--- START ---
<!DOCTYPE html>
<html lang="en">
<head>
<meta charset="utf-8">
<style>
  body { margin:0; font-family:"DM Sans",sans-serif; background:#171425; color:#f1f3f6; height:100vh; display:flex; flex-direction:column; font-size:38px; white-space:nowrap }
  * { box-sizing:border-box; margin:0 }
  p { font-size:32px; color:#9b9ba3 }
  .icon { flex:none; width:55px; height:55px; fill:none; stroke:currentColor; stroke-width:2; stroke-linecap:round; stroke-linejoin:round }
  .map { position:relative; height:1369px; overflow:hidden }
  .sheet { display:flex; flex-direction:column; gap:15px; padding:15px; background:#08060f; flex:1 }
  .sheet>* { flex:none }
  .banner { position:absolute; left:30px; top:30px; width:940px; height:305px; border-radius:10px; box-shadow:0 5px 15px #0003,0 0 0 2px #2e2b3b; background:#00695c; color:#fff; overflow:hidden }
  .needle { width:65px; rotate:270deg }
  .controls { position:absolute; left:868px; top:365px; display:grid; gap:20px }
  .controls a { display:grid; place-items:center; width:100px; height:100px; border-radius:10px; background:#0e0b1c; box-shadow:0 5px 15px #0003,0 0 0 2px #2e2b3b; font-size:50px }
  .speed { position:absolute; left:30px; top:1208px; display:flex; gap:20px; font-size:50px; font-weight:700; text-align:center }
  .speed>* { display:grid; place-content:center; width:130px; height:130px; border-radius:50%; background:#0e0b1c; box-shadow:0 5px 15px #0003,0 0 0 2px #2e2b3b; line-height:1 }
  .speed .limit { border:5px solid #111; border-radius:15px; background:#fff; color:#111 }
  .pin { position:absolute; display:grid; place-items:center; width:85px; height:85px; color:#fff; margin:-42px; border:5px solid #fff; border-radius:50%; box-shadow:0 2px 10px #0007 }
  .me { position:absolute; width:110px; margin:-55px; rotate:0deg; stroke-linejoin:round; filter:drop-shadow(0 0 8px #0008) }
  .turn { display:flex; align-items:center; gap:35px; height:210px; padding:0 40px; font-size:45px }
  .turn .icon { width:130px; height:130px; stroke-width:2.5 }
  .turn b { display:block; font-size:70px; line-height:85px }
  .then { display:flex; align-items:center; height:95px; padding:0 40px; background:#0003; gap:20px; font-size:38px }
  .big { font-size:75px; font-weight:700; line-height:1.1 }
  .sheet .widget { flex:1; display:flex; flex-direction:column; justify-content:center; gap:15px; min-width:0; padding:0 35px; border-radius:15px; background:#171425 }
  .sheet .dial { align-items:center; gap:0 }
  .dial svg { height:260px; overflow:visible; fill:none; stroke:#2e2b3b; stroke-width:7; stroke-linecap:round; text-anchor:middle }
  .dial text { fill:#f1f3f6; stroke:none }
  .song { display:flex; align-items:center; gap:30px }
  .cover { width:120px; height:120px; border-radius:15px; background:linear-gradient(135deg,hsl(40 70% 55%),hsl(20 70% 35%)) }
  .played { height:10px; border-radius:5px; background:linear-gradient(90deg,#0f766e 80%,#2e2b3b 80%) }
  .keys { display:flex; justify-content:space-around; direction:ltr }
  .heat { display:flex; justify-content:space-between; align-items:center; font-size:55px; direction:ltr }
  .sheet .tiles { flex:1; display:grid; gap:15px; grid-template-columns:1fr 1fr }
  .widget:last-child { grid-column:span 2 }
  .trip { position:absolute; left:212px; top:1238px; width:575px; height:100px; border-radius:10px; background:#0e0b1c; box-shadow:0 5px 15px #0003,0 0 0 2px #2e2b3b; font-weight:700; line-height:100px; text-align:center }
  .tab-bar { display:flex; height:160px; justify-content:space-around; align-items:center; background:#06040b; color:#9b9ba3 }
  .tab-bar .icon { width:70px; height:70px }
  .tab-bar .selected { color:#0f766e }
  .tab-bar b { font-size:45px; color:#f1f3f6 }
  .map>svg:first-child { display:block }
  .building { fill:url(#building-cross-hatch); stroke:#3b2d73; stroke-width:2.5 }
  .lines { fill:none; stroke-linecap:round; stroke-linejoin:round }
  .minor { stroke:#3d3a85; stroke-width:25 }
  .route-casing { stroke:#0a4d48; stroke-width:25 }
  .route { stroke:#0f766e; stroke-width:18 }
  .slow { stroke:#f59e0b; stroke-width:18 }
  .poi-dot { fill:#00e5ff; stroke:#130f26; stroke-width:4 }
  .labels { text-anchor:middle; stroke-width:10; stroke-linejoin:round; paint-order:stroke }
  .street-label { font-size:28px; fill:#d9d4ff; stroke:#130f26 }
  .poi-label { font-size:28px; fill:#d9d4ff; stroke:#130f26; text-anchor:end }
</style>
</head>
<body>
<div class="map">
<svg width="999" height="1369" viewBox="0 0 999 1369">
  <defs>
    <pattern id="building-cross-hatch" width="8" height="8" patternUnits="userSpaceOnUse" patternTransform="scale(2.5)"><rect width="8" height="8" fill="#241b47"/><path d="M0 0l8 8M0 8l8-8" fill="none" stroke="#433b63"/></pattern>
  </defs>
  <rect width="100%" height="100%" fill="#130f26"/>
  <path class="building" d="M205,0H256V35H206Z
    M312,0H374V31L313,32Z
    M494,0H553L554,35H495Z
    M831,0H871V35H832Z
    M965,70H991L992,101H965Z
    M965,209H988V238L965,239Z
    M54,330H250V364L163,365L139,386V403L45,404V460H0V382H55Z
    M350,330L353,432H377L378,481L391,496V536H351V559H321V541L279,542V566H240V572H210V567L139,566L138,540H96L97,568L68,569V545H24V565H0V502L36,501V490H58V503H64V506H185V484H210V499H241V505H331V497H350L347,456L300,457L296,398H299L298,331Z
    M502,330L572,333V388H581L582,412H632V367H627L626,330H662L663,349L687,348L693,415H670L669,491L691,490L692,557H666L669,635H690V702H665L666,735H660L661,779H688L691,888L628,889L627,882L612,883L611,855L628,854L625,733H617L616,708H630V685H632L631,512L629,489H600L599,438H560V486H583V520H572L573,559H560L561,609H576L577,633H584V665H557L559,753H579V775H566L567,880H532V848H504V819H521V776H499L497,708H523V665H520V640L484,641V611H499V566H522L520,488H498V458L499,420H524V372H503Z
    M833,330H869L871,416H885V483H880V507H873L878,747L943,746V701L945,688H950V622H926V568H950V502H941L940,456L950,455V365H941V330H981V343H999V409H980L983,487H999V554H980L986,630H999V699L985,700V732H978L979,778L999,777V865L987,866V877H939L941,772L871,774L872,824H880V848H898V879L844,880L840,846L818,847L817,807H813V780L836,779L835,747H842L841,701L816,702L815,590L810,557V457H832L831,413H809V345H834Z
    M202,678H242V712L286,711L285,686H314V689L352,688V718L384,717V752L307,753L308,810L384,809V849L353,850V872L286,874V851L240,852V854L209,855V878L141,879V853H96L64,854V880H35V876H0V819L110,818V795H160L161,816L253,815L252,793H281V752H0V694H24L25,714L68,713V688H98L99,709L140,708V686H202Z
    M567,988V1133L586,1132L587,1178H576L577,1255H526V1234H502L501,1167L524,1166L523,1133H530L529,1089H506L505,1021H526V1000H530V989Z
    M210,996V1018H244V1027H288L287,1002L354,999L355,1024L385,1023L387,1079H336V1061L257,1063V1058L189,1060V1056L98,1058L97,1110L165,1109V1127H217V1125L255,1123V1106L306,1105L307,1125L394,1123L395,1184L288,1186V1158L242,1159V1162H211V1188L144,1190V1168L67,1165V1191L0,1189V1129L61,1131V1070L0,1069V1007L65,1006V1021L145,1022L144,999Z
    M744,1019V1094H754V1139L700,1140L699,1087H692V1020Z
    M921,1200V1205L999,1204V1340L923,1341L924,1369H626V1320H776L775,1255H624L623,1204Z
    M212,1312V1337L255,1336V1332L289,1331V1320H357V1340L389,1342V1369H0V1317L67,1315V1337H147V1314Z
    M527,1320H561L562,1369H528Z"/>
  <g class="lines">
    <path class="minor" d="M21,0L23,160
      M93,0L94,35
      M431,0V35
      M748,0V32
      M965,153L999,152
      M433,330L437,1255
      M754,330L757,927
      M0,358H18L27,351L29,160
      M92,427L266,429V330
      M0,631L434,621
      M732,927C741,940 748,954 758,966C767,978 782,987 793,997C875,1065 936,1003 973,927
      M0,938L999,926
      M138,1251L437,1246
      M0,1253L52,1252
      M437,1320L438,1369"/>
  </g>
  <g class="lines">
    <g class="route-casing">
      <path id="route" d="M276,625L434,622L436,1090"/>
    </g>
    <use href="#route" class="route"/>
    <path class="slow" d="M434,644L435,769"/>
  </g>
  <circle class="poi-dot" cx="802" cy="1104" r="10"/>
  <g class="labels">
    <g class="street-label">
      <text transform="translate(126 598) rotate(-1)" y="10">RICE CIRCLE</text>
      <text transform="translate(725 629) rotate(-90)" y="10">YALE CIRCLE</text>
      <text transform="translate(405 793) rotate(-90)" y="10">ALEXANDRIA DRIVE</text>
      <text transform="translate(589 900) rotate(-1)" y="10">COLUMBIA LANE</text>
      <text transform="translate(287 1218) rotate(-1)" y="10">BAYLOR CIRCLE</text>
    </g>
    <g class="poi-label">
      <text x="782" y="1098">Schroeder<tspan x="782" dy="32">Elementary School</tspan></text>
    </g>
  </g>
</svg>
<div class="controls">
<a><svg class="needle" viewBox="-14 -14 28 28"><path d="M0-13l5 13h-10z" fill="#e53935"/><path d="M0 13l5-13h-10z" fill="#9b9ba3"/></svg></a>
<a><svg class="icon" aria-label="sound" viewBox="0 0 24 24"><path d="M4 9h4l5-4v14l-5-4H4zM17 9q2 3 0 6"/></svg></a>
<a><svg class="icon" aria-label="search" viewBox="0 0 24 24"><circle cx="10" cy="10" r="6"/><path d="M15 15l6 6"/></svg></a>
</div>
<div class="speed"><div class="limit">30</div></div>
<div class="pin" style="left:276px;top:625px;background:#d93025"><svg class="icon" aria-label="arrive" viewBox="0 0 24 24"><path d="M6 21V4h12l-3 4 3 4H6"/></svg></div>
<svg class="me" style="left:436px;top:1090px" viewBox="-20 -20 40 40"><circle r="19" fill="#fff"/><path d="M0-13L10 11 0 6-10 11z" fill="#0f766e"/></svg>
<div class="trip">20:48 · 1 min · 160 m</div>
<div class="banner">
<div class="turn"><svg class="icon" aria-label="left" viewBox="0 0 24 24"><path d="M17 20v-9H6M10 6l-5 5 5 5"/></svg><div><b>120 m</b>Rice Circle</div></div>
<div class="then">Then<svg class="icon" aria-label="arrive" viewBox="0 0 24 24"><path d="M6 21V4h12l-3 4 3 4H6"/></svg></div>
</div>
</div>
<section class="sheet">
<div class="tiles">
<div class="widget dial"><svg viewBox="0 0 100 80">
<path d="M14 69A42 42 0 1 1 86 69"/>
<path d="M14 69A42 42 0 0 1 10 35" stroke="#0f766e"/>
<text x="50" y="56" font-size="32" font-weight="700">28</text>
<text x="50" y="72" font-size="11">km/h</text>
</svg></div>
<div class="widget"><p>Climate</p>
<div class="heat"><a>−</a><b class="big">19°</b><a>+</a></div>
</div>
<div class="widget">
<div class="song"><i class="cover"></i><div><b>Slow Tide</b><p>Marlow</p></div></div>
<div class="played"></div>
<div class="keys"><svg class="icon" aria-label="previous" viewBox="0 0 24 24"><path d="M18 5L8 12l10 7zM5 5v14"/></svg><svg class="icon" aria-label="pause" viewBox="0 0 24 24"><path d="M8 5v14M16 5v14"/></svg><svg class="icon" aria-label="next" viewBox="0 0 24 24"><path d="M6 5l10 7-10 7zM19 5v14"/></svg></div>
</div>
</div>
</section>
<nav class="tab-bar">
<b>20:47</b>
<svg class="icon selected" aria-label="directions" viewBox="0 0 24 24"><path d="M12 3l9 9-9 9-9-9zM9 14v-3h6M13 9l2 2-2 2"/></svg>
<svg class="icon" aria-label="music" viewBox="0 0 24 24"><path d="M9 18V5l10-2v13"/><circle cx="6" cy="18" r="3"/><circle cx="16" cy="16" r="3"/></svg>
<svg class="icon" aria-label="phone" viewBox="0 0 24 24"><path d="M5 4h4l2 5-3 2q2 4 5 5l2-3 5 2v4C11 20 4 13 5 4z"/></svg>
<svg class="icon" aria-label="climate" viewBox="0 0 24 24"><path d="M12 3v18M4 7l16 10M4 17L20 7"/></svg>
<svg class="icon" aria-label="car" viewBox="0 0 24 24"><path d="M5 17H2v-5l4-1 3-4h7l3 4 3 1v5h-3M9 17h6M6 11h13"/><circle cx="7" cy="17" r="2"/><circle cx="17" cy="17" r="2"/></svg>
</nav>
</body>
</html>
--- END ---
_Work task:_ Begin at the top of the records above and quote each line exactly, ending with the line that contains "position:absolute; left:30px; top:1208px;".

_Solved problem:_
<!DOCTYPE html>
<html lang="en">
<head>
<meta charset="utf-8">
<style>
  body { margin:0; font-family:"DM Sans",sans-serif; background:#171425; color:#f1f3f6; height:100vh; display:flex; flex-direction:column; font-size:38px; white-space:nowrap }
  * { box-sizing:border-box; margin:0 }
  p { font-size:32px; color:#9b9ba3 }
  .icon { flex:none; width:55px; height:55px; fill:none; stroke:currentColor; stroke-width:2; stroke-linecap:round; stroke-linejoin:round }
  .map { position:relative; height:1369px; overflow:hidden }
  .sheet { display:flex; flex-direction:column; gap:15px; padding:15px; background:#08060f; flex:1 }
  .sheet>* { flex:none }
  .banner { position:absolute; left:30px; top:30px; width:940px; height:305px; border-radius:10px; box-shadow:0 5px 15px #0003,0 0 0 2px #2e2b3b; background:#00695c; color:#fff; overflow:hidden }
  .needle { width:65px; rotate:270deg }
  .controls { position:absolute; left:868px; top:365px; display:grid; gap:20px }
  .controls a { display:grid; place-items:center; width:100px; height:100px; border-radius:10px; background:#0e0b1c; box-shadow:0 5px 15px #0003,0 0 0 2px #2e2b3b; font-size:50px }
  .speed { position:absolute; left:30px; top:1208px; display:flex; gap:20px; font-size:50px; font-weight:700; text-align:center }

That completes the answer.